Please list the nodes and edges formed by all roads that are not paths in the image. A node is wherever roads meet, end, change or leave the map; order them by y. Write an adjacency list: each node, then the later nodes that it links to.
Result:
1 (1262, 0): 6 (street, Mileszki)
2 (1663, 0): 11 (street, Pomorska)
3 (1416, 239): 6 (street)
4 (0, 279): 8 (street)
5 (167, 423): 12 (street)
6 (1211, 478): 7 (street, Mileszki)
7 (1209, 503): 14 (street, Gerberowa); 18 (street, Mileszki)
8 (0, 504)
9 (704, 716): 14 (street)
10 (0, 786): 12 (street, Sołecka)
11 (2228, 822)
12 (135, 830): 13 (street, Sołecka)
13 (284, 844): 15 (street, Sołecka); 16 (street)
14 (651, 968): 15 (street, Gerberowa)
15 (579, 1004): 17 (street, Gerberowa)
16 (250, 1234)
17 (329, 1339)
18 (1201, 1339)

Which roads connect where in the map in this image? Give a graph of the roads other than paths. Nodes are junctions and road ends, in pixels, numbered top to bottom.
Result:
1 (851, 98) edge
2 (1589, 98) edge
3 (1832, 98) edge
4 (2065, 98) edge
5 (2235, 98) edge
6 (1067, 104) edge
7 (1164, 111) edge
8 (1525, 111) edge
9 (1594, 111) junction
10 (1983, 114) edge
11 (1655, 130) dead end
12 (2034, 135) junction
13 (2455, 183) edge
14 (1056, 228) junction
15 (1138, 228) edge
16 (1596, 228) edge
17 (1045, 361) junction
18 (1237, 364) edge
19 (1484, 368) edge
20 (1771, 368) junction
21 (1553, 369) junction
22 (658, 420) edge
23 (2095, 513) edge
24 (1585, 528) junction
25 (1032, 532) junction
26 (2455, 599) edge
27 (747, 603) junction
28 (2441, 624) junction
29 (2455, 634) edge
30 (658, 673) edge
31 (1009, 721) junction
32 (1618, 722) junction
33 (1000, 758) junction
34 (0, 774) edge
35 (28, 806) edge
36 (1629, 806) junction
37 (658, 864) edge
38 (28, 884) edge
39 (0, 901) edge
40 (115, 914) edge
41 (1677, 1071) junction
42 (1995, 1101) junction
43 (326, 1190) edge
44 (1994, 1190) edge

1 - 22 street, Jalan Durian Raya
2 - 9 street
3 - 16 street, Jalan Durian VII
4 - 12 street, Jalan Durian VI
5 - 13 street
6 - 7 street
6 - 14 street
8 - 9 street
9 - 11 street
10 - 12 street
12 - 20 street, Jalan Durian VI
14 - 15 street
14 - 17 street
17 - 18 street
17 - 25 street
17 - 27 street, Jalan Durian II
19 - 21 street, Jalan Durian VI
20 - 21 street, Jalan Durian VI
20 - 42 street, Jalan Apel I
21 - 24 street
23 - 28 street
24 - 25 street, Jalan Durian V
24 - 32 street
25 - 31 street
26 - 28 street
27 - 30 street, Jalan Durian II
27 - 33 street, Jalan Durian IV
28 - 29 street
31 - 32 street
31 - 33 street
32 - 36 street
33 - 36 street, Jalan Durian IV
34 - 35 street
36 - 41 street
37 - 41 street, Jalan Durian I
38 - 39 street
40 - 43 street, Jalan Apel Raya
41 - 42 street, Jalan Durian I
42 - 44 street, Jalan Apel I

******

_Your assignment_.
Set the entries above down once more, exactly as they stand.

_Solution to this problem_.
Please list the nodes and edges formed by all roads that are not paths in the image. A node is wherever roads meet, end, change or leave the map; order them by y. Write an adjacency list: each node, then the later nodes that it links to.
Result:
1 (1262, 0): 6 (street, Mileszki)
2 (1663, 0): 11 (street, Pomorska)
3 (1416, 239): 6 (street)
4 (0, 279): 8 (street)
5 (167, 423): 12 (street)
6 (1211, 478): 7 (street, Mileszki)
7 (1209, 503): 14 (street, Gerberowa); 18 (street, Mileszki)
8 (0, 504)
9 (704, 716): 14 (street)
10 (0, 786): 12 (street, Sołecka)
11 (2228, 822)
12 (135, 830): 13 (street, Sołecka)
13 (284, 844): 15 (street, Sołecka); 16 (street)
14 (651, 968): 15 (street, Gerberowa)
15 (579, 1004): 17 (street, Gerberowa)
16 (250, 1234)
17 (329, 1339)
18 (1201, 1339)

Which roads connect where in the map in this image? Give a graph of the roads other than paths. Nodes are junctions and road ends, in pixels, numbered top to bottom.
Result:
1 (851, 98) edge
2 (1589, 98) edge
3 (1832, 98) edge
4 (2065, 98) edge
5 (2235, 98) edge
6 (1067, 104) edge
7 (1164, 111) edge
8 (1525, 111) edge
9 (1594, 111) junction
10 (1983, 114) edge
11 (1655, 130) dead end
12 (2034, 135) junction
13 (2455, 183) edge
14 (1056, 228) junction
15 (1138, 228) edge
16 (1596, 228) edge
17 (1045, 361) junction
18 (1237, 364) edge
19 (1484, 368) edge
20 (1771, 368) junction
21 (1553, 369) junction
22 (658, 420) edge
23 (2095, 513) edge
24 (1585, 528) junction
25 (1032, 532) junction
26 (2455, 599) edge
27 (747, 603) junction
28 (2441, 624) junction
29 (2455, 634) edge
30 (658, 673) edge
31 (1009, 721) junction
32 (1618, 722) junction
33 (1000, 758) junction
34 (0, 774) edge
35 (28, 806) edge
36 (1629, 806) junction
37 (658, 864) edge
38 (28, 884) edge
39 (0, 901) edge
40 (115, 914) edge
41 (1677, 1071) junction
42 (1995, 1101) junction
43 (326, 1190) edge
44 (1994, 1190) edge

1 - 22 street, Jalan Durian Raya
2 - 9 street
3 - 16 street, Jalan Durian VII
4 - 12 street, Jalan Durian VI
5 - 13 street
6 - 7 street
6 - 14 street
8 - 9 street
9 - 11 street
10 - 12 street
12 - 20 street, Jalan Durian VI
14 - 15 street
14 - 17 street
17 - 18 street
17 - 25 street
17 - 27 street, Jalan Durian II
19 - 21 street, Jalan Durian VI
20 - 21 street, Jalan Durian VI
20 - 42 street, Jalan Apel I
21 - 24 street
23 - 28 street
24 - 25 street, Jalan Durian V
24 - 32 street
25 - 31 street
26 - 28 street
27 - 30 street, Jalan Durian II
27 - 33 street, Jalan Durian IV
28 - 29 street
31 - 32 street
31 - 33 street
32 - 36 street
33 - 36 street, Jalan Durian IV
34 - 35 street
36 - 41 street
37 - 41 street, Jalan Durian I
38 - 39 street
40 - 43 street, Jalan Apel Raya
41 - 42 street, Jalan Durian I
42 - 44 street, Jalan Apel I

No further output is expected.